▶ [ACTIVITY]
Could every entry be set down once more, exactly as given?

# # # # #

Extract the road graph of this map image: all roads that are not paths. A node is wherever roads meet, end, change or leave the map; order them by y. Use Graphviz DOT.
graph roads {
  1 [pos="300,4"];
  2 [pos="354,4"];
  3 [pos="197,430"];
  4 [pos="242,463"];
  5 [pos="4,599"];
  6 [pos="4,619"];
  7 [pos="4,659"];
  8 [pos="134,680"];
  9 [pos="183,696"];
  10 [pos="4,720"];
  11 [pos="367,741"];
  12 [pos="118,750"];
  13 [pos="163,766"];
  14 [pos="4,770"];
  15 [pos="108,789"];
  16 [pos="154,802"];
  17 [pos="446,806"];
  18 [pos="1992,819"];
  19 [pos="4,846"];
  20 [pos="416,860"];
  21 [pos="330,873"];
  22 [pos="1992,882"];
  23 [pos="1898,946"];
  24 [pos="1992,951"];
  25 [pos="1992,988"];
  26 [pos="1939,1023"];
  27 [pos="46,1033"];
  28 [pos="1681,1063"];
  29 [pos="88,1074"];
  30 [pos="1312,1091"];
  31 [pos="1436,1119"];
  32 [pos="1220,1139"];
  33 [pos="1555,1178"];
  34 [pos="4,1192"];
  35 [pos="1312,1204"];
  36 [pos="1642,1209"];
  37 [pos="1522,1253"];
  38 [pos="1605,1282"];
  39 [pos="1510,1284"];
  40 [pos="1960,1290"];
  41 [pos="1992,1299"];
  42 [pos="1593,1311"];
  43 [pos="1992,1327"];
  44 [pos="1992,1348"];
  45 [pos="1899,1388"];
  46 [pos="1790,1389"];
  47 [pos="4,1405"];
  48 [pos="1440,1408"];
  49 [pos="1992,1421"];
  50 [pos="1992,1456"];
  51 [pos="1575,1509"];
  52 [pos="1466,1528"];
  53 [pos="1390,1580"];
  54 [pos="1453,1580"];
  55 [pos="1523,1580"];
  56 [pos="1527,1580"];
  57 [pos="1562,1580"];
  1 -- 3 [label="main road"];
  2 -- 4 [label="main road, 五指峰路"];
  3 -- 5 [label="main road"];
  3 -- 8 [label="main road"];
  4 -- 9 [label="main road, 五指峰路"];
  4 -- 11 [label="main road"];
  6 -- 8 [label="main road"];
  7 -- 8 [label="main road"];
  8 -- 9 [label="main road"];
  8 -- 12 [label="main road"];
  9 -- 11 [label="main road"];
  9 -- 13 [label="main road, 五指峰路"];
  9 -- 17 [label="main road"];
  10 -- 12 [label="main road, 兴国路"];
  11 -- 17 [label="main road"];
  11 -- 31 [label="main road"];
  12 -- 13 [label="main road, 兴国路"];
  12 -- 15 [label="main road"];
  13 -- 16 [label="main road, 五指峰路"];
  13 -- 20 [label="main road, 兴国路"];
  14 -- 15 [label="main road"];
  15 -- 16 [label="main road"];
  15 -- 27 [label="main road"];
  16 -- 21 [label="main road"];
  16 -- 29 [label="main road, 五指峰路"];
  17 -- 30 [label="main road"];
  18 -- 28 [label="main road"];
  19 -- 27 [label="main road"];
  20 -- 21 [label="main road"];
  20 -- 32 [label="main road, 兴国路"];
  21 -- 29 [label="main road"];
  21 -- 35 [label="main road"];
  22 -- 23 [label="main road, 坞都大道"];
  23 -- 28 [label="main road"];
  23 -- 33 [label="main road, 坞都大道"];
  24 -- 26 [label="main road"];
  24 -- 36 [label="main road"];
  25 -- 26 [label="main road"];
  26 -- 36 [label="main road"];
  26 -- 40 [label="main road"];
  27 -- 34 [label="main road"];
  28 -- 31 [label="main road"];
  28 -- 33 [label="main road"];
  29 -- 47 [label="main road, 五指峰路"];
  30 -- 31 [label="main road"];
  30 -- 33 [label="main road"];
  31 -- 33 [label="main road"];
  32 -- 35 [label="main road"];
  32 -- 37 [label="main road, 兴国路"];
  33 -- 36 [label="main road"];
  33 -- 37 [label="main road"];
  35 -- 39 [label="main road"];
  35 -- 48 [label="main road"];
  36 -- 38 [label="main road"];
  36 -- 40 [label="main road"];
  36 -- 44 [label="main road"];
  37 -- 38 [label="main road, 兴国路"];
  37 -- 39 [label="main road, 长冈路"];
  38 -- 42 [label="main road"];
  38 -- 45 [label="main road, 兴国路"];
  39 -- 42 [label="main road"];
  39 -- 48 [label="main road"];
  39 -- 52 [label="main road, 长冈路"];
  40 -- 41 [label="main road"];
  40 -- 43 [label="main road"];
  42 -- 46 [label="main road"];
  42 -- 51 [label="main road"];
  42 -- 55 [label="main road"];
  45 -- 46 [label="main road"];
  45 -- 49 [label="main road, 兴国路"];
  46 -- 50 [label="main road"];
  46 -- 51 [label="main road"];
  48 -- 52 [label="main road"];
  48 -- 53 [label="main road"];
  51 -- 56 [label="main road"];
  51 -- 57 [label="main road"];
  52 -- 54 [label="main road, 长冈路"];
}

# # # # #

▶ [WRITTEN ANSWER]
Extract the road graph of this map image: all roads that are not paths. A node is wherever roads meet, end, change or leave the map; order them by y. Use Graphviz DOT.
graph roads {
  1 [pos="300,4"];
  2 [pos="354,4"];
  3 [pos="197,430"];
  4 [pos="242,463"];
  5 [pos="4,599"];
  6 [pos="4,619"];
  7 [pos="4,659"];
  8 [pos="134,680"];
  9 [pos="183,696"];
  10 [pos="4,720"];
  11 [pos="367,741"];
  12 [pos="118,750"];
  13 [pos="163,766"];
  14 [pos="4,770"];
  15 [pos="108,789"];
  16 [pos="154,802"];
  17 [pos="446,806"];
  18 [pos="1992,819"];
  19 [pos="4,846"];
  20 [pos="416,860"];
  21 [pos="330,873"];
  22 [pos="1992,882"];
  23 [pos="1898,946"];
  24 [pos="1992,951"];
  25 [pos="1992,988"];
  26 [pos="1939,1023"];
  27 [pos="46,1033"];
  28 [pos="1681,1063"];
  29 [pos="88,1074"];
  30 [pos="1312,1091"];
  31 [pos="1436,1119"];
  32 [pos="1220,1139"];
  33 [pos="1555,1178"];
  34 [pos="4,1192"];
  35 [pos="1312,1204"];
  36 [pos="1642,1209"];
  37 [pos="1522,1253"];
  38 [pos="1605,1282"];
  39 [pos="1510,1284"];
  40 [pos="1960,1290"];
  41 [pos="1992,1299"];
  42 [pos="1593,1311"];
  43 [pos="1992,1327"];
  44 [pos="1992,1348"];
  45 [pos="1899,1388"];
  46 [pos="1790,1389"];
  47 [pos="4,1405"];
  48 [pos="1440,1408"];
  49 [pos="1992,1421"];
  50 [pos="1992,1456"];
  51 [pos="1575,1509"];
  52 [pos="1466,1528"];
  53 [pos="1390,1580"];
  54 [pos="1453,1580"];
  55 [pos="1523,1580"];
  56 [pos="1527,1580"];
  57 [pos="1562,1580"];
  1 -- 3 [label="main road"];
  2 -- 4 [label="main road, 五指峰路"];
  3 -- 5 [label="main road"];
  3 -- 8 [label="main road"];
  4 -- 9 [label="main road, 五指峰路"];
  4 -- 11 [label="main road"];
  6 -- 8 [label="main road"];
  7 -- 8 [label="main road"];
  8 -- 9 [label="main road"];
  8 -- 12 [label="main road"];
  9 -- 11 [label="main road"];
  9 -- 13 [label="main road, 五指峰路"];
  9 -- 17 [label="main road"];
  10 -- 12 [label="main road, 兴国路"];
  11 -- 17 [label="main road"];
  11 -- 31 [label="main road"];
  12 -- 13 [label="main road, 兴国路"];
  12 -- 15 [label="main road"];
  13 -- 16 [label="main road, 五指峰路"];
  13 -- 20 [label="main road, 兴国路"];
  14 -- 15 [label="main road"];
  15 -- 16 [label="main road"];
  15 -- 27 [label="main road"];
  16 -- 21 [label="main road"];
  16 -- 29 [label="main road, 五指峰路"];
  17 -- 30 [label="main road"];
  18 -- 28 [label="main road"];
  19 -- 27 [label="main road"];
  20 -- 21 [label="main road"];
  20 -- 32 [label="main road, 兴国路"];
  21 -- 29 [label="main road"];
  21 -- 35 [label="main road"];
  22 -- 23 [label="main road, 坞都大道"];
  23 -- 28 [label="main road"];
  23 -- 33 [label="main road, 坞都大道"];
  24 -- 26 [label="main road"];
  24 -- 36 [label="main road"];
  25 -- 26 [label="main road"];
  26 -- 36 [label="main road"];
  26 -- 40 [label="main road"];
  27 -- 34 [label="main road"];
  28 -- 31 [label="main road"];
  28 -- 33 [label="main road"];
  29 -- 47 [label="main road, 五指峰路"];
  30 -- 31 [label="main road"];
  30 -- 33 [label="main road"];
  31 -- 33 [label="main road"];
  32 -- 35 [label="main road"];
  32 -- 37 [label="main road, 兴国路"];
  33 -- 36 [label="main road"];
  33 -- 37 [label="main road"];
  35 -- 39 [label="main road"];
  35 -- 48 [label="main road"];
  36 -- 38 [label="main road"];
  36 -- 40 [label="main road"];
  36 -- 44 [label="main road"];
  37 -- 38 [label="main road, 兴国路"];
  37 -- 39 [label="main road, 长冈路"];
  38 -- 42 [label="main road"];
  38 -- 45 [label="main road, 兴国路"];
  39 -- 42 [label="main road"];
  39 -- 48 [label="main road"];
  39 -- 52 [label="main road, 长冈路"];
  40 -- 41 [label="main road"];
  40 -- 43 [label="main road"];
  42 -- 46 [label="main road"];
  42 -- 51 [label="main road"];
  42 -- 55 [label="main road"];
  45 -- 46 [label="main road"];
  45 -- 49 [label="main road, 兴国路"];
  46 -- 50 [label="main road"];
  46 -- 51 [label="main road"];
  48 -- 52 [label="main road"];
  48 -- 53 [label="main road"];
  51 -- 56 [label="main road"];
  51 -- 57 [label="main road"];
  52 -- 54 [label="main road, 长冈路"];
}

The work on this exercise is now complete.